In statistical prediction, the coverage probability is the probability that a prediction interval will include an out-of-sample value of the random variable. The coverage probability can be defined as the proportion of instances where the interval surrounds an out-of-sample value as assessed by long-run frequency. [2]

Concept

The fixed degree of certainty pre-specified by the analyst, referred to as the confidence level or confidence coefficient of the constructed interval, is effectively the nominal coverage probability of the procedure for constructing confidence intervals. Hence, referring to a "nominal confidence level" or "nominal confidence coefficient" (e.g., as a synonym for nominal coverage probability) generally has to be considered tautological and misleading, as the notion of confidence level itself inherently implies nominality already. [lower-alpha 1] The nominal coverage probability is often set at 0.95. By contrast, the (true) coverage probability is the actual probability that the interval contains the parameter.

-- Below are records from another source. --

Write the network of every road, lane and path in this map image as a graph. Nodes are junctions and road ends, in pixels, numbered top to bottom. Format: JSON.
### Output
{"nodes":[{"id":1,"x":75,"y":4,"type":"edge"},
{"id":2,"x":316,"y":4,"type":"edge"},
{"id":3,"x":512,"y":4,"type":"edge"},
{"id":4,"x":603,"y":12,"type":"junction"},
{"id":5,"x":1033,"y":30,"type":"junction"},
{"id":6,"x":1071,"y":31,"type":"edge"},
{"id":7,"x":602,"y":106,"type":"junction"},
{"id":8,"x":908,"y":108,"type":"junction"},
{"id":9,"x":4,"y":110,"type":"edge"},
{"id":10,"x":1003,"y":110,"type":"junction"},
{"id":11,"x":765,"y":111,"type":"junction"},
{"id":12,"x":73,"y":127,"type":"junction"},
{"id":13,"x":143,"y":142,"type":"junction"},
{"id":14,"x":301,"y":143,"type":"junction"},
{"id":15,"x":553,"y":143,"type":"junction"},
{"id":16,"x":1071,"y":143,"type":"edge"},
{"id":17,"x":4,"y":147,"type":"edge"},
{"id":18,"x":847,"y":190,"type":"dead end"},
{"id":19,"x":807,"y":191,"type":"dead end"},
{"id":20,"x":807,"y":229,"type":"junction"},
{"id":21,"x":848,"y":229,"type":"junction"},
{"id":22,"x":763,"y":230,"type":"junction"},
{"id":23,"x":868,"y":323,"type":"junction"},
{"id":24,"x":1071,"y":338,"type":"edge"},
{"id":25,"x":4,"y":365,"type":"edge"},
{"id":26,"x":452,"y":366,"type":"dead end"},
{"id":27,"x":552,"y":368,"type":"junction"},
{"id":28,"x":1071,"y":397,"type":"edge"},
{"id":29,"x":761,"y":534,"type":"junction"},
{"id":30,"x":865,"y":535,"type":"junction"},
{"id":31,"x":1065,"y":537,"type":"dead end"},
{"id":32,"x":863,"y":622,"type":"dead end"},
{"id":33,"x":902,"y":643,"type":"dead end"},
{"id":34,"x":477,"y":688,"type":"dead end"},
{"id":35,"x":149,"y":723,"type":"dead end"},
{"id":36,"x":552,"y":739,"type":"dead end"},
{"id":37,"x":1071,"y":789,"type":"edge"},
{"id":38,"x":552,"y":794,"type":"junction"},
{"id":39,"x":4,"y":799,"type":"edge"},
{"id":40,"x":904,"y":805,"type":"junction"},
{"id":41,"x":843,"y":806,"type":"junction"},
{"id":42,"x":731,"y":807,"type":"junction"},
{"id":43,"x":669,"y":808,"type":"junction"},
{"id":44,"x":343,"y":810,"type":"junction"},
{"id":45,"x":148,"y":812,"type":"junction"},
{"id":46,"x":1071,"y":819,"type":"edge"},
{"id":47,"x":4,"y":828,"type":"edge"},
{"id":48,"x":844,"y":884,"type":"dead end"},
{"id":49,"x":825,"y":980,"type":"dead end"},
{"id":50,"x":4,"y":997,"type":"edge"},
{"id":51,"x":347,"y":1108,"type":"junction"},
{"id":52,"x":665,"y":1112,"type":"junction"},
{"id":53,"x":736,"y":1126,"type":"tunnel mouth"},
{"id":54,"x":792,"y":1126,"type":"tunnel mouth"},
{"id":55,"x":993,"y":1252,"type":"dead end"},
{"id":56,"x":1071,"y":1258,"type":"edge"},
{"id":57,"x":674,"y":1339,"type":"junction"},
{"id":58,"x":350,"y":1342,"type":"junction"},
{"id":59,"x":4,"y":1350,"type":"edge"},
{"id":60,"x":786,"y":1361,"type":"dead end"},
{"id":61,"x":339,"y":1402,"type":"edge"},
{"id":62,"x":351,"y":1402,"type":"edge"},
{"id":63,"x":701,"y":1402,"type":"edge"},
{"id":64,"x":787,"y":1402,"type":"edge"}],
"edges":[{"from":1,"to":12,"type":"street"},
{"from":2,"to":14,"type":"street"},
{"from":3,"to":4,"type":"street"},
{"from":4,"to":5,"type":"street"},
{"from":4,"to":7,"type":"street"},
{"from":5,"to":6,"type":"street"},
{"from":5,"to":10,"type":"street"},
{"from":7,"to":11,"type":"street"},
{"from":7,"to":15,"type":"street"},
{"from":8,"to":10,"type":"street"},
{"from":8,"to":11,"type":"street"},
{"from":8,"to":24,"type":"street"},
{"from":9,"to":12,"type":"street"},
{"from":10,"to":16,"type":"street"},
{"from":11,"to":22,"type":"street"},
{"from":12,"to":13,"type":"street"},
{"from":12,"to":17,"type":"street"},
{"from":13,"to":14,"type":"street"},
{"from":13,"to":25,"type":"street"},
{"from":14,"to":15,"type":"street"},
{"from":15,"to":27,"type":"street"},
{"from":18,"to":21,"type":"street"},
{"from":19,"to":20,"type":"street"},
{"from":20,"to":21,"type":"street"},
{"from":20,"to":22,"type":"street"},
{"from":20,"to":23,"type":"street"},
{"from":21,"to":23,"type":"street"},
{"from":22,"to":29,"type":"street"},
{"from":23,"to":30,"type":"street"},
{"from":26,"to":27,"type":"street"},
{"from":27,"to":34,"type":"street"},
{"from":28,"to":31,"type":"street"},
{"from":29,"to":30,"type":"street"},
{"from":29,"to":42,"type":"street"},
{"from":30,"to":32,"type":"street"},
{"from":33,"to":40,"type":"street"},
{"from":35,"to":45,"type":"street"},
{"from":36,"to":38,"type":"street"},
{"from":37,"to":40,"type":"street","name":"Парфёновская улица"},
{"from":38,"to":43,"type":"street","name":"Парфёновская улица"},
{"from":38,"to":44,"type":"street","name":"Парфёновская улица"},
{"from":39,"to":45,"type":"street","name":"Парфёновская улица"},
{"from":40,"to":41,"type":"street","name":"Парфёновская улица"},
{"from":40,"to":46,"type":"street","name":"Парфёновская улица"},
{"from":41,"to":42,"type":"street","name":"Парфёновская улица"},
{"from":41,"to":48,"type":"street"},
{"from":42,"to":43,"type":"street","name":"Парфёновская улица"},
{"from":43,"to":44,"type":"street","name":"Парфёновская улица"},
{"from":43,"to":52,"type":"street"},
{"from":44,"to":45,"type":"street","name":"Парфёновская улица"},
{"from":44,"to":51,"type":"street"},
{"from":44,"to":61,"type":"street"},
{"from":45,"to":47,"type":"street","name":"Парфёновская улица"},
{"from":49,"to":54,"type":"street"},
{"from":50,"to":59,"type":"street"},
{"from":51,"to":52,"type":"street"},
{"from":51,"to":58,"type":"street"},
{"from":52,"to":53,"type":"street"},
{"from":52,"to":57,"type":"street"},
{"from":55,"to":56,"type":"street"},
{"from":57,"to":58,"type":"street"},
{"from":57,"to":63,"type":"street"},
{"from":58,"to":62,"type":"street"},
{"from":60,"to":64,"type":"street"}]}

If all assumptions used in deriving a confidence interval are met, the nominal coverage probability will equal the coverage probability (termed "true" or "actual" coverage probability for emphasis). If any assumptions are not met, the actual coverage probability could either be less than or greater than the nominal coverage probability. When the actual coverage probability is greater than the nominal coverage probability, the interval is termed a conservative (confidence) interval; if it is less than the nominal coverage probability, the interval is termed anti-conservative, or permissive. For example, suppose the interest is in the mean number of months that people with a particular type of cancer remain in remission following successful treatment with chemotherapy. The confidence interval aims to contain the unknown mean remission duration with a given probability. In this example, the coverage probability would be the real probability that the interval actually contains the true mean remission duration.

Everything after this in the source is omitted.